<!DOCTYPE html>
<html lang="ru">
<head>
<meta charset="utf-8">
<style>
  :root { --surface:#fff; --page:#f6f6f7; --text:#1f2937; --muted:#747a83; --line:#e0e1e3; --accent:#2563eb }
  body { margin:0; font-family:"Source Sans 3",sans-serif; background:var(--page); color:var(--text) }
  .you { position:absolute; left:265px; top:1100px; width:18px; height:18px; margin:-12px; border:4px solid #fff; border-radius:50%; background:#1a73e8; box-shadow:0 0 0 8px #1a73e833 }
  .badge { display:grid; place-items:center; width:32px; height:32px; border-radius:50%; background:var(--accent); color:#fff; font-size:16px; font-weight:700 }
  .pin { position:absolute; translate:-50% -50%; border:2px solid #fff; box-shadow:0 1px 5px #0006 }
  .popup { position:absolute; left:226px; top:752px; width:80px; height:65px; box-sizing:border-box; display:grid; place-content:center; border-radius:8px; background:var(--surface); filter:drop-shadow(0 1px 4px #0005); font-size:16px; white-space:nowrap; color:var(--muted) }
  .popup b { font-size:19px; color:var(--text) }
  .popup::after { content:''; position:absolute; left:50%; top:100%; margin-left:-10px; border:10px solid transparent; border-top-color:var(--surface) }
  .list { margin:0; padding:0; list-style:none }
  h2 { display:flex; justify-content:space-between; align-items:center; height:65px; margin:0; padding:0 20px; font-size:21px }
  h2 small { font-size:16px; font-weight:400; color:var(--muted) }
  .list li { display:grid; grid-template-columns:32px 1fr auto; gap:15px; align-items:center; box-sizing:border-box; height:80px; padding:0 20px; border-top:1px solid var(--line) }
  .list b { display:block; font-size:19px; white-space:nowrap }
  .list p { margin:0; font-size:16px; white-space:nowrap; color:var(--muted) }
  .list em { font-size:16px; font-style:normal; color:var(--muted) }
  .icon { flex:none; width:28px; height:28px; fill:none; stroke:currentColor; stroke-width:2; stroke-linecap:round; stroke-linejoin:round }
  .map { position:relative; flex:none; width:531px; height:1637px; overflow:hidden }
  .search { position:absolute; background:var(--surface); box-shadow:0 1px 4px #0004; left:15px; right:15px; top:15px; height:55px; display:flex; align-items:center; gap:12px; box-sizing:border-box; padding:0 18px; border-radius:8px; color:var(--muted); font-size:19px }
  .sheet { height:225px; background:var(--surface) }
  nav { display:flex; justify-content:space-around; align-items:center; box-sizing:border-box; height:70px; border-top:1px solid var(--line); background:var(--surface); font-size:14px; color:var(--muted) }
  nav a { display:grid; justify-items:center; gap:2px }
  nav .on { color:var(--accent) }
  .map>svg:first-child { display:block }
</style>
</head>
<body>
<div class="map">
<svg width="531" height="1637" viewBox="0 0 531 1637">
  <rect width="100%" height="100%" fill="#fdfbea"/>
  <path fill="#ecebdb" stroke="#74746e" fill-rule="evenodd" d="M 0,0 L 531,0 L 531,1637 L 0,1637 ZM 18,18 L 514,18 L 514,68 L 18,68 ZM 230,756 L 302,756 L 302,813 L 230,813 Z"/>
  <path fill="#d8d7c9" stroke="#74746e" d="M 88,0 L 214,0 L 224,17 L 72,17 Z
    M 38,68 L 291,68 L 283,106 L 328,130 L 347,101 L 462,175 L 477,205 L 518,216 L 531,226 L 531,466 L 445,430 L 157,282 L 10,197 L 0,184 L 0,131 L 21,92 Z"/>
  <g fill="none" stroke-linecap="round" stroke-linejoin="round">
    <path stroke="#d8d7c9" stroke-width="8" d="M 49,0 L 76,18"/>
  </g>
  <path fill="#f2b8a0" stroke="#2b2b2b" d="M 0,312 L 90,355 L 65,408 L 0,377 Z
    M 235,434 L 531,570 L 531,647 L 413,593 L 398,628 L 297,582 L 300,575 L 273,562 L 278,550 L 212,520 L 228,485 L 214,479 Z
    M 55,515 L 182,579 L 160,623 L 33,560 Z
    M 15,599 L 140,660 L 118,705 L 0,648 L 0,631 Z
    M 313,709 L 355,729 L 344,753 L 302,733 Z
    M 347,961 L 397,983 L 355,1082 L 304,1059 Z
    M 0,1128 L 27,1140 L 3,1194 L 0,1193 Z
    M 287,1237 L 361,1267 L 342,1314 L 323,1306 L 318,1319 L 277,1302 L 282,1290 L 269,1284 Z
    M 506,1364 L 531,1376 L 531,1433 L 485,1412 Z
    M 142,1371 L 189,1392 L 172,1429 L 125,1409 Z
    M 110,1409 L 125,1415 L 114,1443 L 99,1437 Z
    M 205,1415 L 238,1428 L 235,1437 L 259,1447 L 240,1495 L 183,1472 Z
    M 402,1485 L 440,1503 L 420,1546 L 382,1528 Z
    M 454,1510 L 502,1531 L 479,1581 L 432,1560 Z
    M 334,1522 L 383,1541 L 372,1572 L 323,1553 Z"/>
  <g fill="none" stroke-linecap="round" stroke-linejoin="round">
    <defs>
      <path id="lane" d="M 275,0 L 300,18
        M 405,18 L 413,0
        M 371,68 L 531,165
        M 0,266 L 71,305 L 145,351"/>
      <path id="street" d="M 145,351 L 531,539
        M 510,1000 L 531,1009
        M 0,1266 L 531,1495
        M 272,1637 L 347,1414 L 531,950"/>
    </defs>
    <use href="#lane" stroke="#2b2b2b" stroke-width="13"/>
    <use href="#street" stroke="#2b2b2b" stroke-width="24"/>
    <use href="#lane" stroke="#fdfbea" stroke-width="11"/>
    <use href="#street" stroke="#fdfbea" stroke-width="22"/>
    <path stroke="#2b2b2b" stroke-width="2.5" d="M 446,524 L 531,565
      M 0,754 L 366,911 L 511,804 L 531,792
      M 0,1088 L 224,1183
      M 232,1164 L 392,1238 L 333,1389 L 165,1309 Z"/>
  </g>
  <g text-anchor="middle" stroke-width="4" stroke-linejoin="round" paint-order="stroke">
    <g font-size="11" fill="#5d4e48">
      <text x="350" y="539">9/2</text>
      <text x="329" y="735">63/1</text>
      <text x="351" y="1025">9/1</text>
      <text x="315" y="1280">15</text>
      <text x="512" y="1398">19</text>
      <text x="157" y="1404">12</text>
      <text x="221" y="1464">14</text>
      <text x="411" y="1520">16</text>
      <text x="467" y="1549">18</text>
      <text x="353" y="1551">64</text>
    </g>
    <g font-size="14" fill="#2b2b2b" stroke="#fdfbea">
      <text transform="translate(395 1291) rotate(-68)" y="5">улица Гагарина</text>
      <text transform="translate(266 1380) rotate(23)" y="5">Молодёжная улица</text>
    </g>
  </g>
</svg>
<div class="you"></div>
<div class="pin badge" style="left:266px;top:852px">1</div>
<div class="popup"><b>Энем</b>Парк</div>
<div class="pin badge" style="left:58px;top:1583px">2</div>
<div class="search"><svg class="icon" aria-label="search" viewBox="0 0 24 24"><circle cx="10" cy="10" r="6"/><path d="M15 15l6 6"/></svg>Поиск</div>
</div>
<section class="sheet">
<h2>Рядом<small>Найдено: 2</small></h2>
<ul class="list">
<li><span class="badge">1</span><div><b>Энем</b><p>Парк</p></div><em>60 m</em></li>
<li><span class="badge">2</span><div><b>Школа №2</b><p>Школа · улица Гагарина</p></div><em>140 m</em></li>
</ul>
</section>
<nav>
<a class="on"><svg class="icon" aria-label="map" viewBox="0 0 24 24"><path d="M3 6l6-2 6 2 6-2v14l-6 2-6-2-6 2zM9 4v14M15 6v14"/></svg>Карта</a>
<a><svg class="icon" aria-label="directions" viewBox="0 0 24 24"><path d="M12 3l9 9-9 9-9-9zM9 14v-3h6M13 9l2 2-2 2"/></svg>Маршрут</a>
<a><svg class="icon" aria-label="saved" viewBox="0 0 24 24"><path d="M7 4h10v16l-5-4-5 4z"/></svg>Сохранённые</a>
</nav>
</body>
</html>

§ **What needs to be done**
Among the lines in the data above, find those containing "body" and give only how many there are.

§ **Response**
3